Me quedé unos segundos contemplando cómo la luz jugaba en el rostro de mi hija, dormida en su cuna. Cada respiración suya me recordaba lo frágil y, al mismo tiempo, lo poderoso que es el amor. Ya no era la misma mujer que llegó a esta casa rota, asustada y sin rumbo. Había aprendido a levantarse, a curar sus heridas, a sonreír otra vez. Pero ese día sería distinto. Ese día debía dejarlo todo atrás, incluso mi nombre.
Escuché un suave golpe en la puerta.
—¿Puedo pasar? —era la voz de Daniel.
—Adelante —respondí mientras acariciaba la mano diminuta de mi hija.
Daniel entró con una carpeta marrón en las manos.
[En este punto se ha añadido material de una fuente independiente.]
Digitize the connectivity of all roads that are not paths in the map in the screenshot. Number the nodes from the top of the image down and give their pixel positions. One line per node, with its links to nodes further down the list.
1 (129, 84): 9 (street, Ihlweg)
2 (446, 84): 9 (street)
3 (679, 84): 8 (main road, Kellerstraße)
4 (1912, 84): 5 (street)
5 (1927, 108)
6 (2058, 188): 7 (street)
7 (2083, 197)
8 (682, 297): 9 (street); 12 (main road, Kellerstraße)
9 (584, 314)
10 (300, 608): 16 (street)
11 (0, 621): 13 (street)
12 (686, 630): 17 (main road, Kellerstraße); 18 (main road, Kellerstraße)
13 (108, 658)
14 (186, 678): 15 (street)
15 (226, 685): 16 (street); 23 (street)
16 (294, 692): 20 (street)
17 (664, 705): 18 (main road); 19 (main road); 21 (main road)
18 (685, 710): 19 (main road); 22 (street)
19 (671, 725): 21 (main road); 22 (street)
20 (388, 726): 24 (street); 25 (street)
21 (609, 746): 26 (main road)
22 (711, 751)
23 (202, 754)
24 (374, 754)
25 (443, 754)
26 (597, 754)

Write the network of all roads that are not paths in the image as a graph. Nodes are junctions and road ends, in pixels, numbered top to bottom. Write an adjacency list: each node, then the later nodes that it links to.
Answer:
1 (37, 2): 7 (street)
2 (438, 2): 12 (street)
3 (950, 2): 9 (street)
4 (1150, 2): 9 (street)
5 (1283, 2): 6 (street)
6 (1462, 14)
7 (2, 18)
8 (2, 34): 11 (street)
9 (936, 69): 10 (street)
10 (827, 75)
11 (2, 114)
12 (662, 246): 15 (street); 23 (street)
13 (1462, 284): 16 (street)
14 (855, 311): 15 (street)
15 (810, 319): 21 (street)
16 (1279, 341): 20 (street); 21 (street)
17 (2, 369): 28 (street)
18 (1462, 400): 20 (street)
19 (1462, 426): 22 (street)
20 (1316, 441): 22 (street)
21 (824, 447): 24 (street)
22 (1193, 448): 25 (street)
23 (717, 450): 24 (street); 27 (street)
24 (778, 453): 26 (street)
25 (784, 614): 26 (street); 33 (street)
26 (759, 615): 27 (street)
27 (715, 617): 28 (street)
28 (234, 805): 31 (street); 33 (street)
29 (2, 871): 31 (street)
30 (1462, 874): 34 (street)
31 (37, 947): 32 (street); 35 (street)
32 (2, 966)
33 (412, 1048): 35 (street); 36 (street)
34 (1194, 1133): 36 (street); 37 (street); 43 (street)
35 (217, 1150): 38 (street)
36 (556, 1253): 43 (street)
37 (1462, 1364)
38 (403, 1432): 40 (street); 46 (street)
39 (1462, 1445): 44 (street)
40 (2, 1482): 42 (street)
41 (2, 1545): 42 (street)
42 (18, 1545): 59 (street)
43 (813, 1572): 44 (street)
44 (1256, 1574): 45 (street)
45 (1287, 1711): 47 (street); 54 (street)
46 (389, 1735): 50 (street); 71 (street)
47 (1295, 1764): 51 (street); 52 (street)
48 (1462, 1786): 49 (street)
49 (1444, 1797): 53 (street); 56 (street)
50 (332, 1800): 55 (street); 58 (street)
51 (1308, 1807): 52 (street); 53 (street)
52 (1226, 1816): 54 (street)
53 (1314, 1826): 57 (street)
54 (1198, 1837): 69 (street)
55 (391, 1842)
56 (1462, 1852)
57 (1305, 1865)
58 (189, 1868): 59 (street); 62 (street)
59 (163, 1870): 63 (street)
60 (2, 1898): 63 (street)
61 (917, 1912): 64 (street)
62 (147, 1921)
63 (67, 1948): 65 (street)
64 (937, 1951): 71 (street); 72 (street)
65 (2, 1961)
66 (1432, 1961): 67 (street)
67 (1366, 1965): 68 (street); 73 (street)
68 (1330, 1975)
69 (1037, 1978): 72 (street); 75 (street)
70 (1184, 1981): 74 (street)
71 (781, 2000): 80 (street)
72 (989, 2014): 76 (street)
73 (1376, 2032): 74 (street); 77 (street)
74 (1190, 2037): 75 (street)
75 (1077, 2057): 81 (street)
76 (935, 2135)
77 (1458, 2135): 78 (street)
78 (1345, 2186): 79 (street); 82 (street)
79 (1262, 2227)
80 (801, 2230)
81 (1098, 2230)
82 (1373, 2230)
Vestía de manera formal, pero había algo en su mirada que delataba nerviosismo. Se acercó despacio, como si no quisiera romper la calma que había en la habitación.
—Hoy termina todo, Isabella —dijo en voz baja, con una mezcla de alivio y tristeza.
—Lo sé —murmuré, intentando sonreír—. Estoy lista.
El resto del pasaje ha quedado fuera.